The relevance of specific use-cases varies notably between industry segments as well as between decision-makers and employees. For instance, remote meetings are highly valued by both groups, but there is a significant discrepancy in the perception of remote control of computers, machines, or vehicles—likely because the average employee is less exposed to these systems directly.
Figure 2: Relative position of each of the 6 use-cases based on current importance to decision-makers (y-axis), current average investment level (percentage of IS/IT budget) and average timing of current and future investments (x-axis) [self-reported]
Future Projections and Employee Perspectives
Looking ahead, IoT-centric use-cases has the highest expected growth rate across all industry verticals and is expected to grow by 23 percent on average over a ten-year perspective.

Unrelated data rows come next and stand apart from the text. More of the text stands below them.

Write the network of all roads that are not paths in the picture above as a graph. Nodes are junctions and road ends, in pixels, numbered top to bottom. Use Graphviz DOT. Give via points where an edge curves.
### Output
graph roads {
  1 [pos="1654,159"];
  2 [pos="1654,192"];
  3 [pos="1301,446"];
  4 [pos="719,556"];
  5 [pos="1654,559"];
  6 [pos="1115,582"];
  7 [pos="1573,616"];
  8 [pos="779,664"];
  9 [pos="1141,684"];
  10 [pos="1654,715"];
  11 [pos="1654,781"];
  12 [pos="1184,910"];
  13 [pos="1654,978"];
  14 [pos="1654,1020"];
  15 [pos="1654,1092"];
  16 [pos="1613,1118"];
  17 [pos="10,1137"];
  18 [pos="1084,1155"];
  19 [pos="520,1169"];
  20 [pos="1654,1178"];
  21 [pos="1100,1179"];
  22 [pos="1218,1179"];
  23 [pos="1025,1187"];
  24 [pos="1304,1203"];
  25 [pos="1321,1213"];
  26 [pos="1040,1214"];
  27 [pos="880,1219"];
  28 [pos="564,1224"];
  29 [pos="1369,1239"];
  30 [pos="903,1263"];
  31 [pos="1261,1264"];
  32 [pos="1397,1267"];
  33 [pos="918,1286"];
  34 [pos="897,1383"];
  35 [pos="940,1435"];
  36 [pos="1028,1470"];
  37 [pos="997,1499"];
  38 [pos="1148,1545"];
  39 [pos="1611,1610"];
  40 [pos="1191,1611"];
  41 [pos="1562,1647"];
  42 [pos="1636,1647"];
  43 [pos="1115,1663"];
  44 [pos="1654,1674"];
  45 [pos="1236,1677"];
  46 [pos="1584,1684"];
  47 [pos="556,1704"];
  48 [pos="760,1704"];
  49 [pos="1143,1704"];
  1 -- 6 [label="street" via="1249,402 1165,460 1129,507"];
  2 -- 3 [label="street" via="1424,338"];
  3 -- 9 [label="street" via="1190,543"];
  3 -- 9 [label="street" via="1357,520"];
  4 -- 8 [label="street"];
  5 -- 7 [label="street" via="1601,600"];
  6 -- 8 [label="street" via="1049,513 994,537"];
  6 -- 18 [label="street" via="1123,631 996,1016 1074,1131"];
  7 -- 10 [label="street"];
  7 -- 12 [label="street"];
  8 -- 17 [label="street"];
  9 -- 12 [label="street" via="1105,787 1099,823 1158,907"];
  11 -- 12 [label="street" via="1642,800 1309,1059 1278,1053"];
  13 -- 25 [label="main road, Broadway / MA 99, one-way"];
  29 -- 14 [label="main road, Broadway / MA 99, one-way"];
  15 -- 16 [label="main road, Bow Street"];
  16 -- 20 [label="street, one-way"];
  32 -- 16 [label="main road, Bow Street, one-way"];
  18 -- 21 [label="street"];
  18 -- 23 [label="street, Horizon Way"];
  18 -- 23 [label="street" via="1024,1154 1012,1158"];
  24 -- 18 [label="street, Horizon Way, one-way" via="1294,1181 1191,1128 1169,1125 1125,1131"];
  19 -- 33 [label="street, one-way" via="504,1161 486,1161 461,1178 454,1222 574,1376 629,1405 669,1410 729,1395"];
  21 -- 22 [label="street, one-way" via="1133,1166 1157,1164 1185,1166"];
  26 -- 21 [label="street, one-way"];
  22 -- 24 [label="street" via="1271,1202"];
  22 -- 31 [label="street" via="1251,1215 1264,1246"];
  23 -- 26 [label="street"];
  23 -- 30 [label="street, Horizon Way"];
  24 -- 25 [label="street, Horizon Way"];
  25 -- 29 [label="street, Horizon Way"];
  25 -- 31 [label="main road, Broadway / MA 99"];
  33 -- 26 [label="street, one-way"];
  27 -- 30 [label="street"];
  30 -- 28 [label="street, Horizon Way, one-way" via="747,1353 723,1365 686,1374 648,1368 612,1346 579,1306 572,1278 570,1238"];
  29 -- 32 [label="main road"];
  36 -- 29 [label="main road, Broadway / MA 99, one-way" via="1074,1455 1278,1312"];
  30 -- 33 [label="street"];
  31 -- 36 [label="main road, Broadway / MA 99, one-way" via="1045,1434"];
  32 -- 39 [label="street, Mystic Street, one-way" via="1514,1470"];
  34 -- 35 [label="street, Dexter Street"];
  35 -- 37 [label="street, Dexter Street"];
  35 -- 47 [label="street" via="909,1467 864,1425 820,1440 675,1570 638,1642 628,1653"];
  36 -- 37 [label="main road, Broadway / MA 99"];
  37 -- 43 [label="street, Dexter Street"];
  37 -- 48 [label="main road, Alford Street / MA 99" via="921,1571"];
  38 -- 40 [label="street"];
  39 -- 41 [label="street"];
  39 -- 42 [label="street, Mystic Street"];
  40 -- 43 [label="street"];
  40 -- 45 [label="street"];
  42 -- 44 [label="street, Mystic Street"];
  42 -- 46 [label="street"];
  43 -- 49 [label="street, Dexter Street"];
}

The consumer and society-related organizations show the highest growth rates, while the service oriented companies have the lowest growth rates.
These growth projections are related to the increasing dispersion of enterprise operations across the globe with enterprises going further to get the right competence. This is something discussed in our previous report future of worklife. This leads to a shift towards decentralization and an escalated need for remote oversight and control over resources.
The convergence of technological adoption with the expectations of businesses and employees is shaping a new era of operational dynamics. Decision-makers are focused on leveraging technology to enhance customer relationships and innovation, while employees seek efficiency and resilience. Understanding these perspectives and aligning them with organizational goals is crucial for maximizing the benefits of technology investments, fostering a competitive and agile business environment, and ultimately achieving sustained growth and satisfaction at all levels of the organization.